What needs to be done: Return every line of the records that includes the string "search".

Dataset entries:
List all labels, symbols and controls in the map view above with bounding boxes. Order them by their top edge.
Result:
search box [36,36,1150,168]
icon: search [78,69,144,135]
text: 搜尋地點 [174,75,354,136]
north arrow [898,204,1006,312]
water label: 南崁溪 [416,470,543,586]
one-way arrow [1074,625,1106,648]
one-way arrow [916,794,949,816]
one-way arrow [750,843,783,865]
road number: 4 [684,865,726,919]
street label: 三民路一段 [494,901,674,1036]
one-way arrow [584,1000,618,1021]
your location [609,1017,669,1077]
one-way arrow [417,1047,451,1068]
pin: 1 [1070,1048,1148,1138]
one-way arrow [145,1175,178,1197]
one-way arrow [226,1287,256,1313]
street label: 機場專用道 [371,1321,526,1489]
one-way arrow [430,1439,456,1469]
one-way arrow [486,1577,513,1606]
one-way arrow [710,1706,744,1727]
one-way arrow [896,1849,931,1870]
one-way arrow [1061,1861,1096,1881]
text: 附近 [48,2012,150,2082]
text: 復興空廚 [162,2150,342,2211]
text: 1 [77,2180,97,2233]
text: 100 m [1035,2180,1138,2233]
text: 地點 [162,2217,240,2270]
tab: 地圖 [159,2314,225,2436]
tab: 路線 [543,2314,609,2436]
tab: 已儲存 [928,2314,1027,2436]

Answer below:
search box [36,36,1150,168]
icon: search [78,69,144,135]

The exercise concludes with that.